Tesla On Autopilot Crashes Into Cop Car Because Driver Was Checking On Dog And It's Not A Damn Self-Driving Car

Photo: Connecticut State Police

Just in case you needed a little reminder as to whether or not you lived in a fictional 2019 where we have fully autonomous, self-driving vehicles or the actual 2019 where we have, at best, partially self-driving vehicles that require constant driver attention, this should be a good reminder: Over the weekend, a Tesla Model 3 with Autopilot engaged crashed into the back of both a police car and another vehicle. This is because the 2019 we all live in is not one where we have truly self-driving vehicles on the road. Sorry.

The wreck happened early on Saturday, December 7, near Norwalk, Connecticut. The Tesla Model 3, with a licence plate that helpfully reads “MODEL3,” just so you really know what car it’s bolted to, had its Autopilot system engaged at the time of the crash.
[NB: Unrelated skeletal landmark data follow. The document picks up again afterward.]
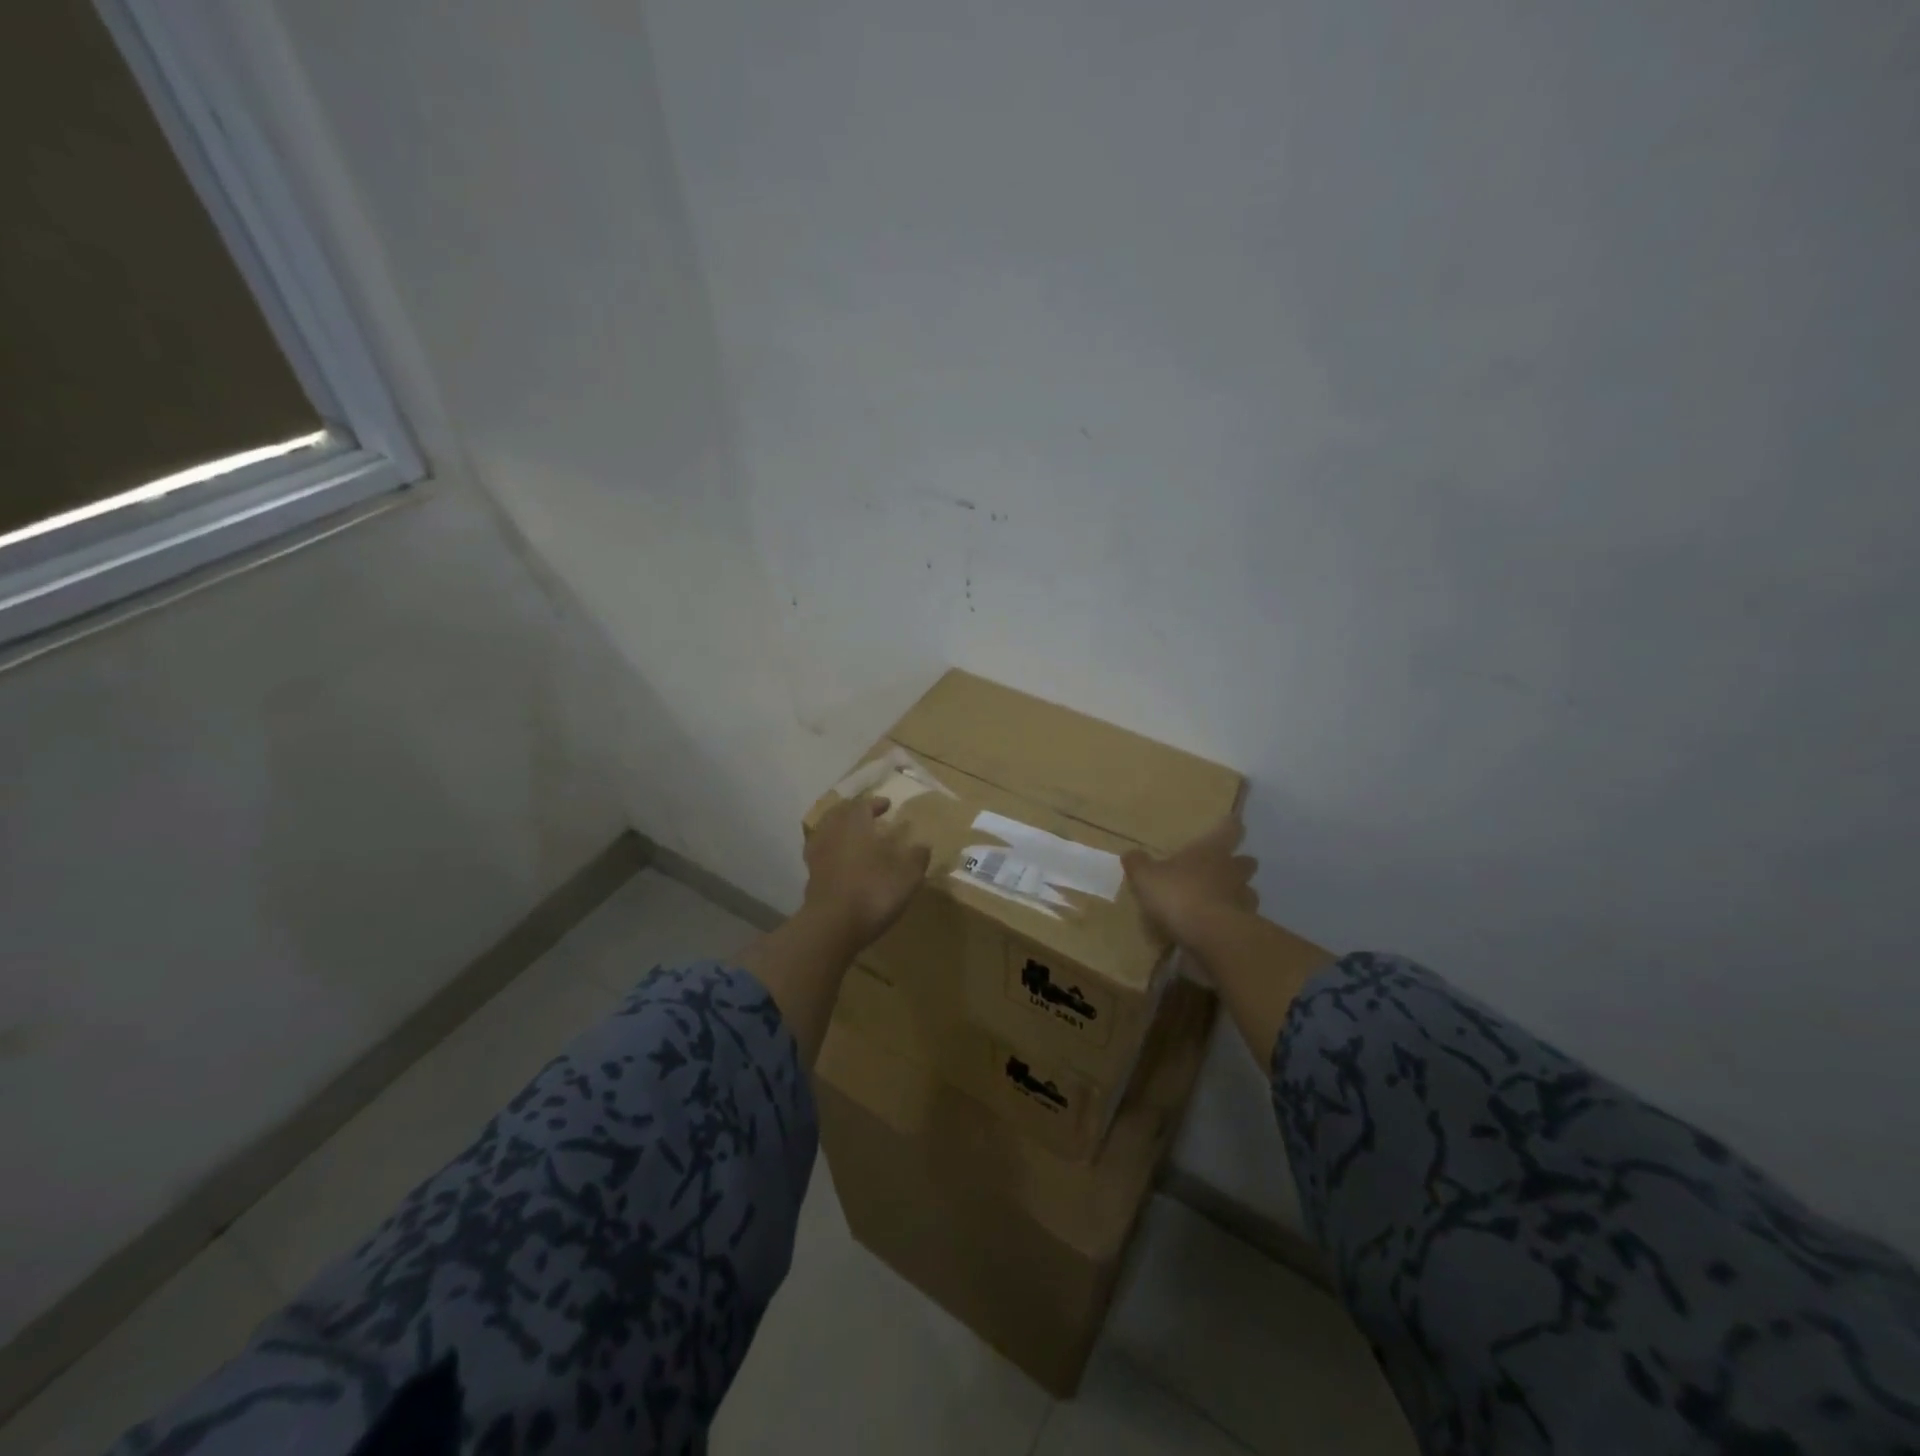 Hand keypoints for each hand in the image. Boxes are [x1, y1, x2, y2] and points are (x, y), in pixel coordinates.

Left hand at [803, 796, 932, 950]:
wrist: (832, 926)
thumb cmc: (873, 892)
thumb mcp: (907, 876)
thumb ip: (917, 858)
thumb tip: (924, 845)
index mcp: (855, 824)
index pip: (863, 804)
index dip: (875, 803)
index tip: (887, 805)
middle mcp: (833, 833)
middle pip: (839, 813)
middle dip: (853, 812)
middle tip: (867, 815)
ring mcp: (817, 855)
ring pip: (826, 832)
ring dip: (839, 830)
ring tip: (854, 837)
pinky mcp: (810, 877)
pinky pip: (821, 854)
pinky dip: (831, 851)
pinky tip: (841, 861)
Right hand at [1123, 817, 1259, 946]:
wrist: (1211, 936)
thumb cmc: (1179, 895)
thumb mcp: (1146, 877)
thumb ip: (1138, 864)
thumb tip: (1131, 853)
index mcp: (1212, 850)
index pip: (1230, 829)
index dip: (1229, 825)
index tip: (1230, 822)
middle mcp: (1233, 871)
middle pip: (1246, 862)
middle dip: (1238, 864)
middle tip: (1223, 868)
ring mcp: (1244, 900)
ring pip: (1248, 892)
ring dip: (1237, 894)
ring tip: (1220, 902)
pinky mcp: (1246, 928)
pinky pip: (1241, 920)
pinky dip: (1232, 922)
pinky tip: (1216, 929)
Despite what many, many people seem to think and some frankly confusing terminology on Tesla’s website and marketing materials, Autopilot is not a fully self-driving system.

As Tesla likes to remind us every time this happens, this is how they describe the system’s use themselves:

“Before enabling Autopilot, the driver first needs to agree to “keep your hands on the steering wheel at all times” and to always “maintain control and responsibility for your vehicle”. Subsequently, every time the driver engages Autopilot, they are shown a visual reminder to “keep your hands on the wheel”...

Autopilot is intended for use with a fully attentive driver who has their hands on the wheel and is prepared to take over at any time.”

Requiring the driver to be ready to take control at a moment’s notice is a defining characteristic of a Level 2 autonomous driving system, which is not autonomous at all, but really more of an advanced driver assist.

That means doing things like “checking on [your] dog” in the back seat while the car is driving at highway speeds is an absolutely idiotic idea, and exactly what this driver did, which is why they weren’t able to take control of the car when it was clear it would be running into the stopped police car and the disabled car in front of the police car.

Keep in mind, this was not a situation that would have confused a human driver: the cars were stopped, with their hazard lights on, along with flares set to warn drivers that the cars were there, immobile. These were hardly hidden cars, and not unusual circumstances in the slightest.

The driver was charged with Reckless Driving and Reckless Endangerment because if you’re driving a car, you need to be paying attention, dummy, even if your love for Elon Musk and Tesla is so powerful and real that you can just feel it, deep inside you, where music is born.

If you still think that Tesla’s Autopilot system is close enough to being fully self-driving, let’s try an analogy: if you had a chauffeur that was an excellent driver 80 per cent of the time, but, just so you know, was also a narcoleptic and could fall dead asleep without warning at any moment, would you be ok with being driven around by them? I’m not so sure I would.

That’s what’s going on here. Autopilot has no graceful fail-over; if something fails to work like it should, for any number of reasons, it needs a human at the wheel paying attention to take immediate control. The system may not even be aware there’s a problem until way too late—that’s why it needs your practiced, moist, human driver’s eyes watching as well.

This particular wreck seems to have some similarities to a known Tesla Autopilot issue with stationary cars, as seen here:

Remember, it’s a driving assist system. It’s not self-driving. So pull over to check on your dogs.

If you stop, it’ll be much easier to ask who’s a good boy/girl, too, and you need that information.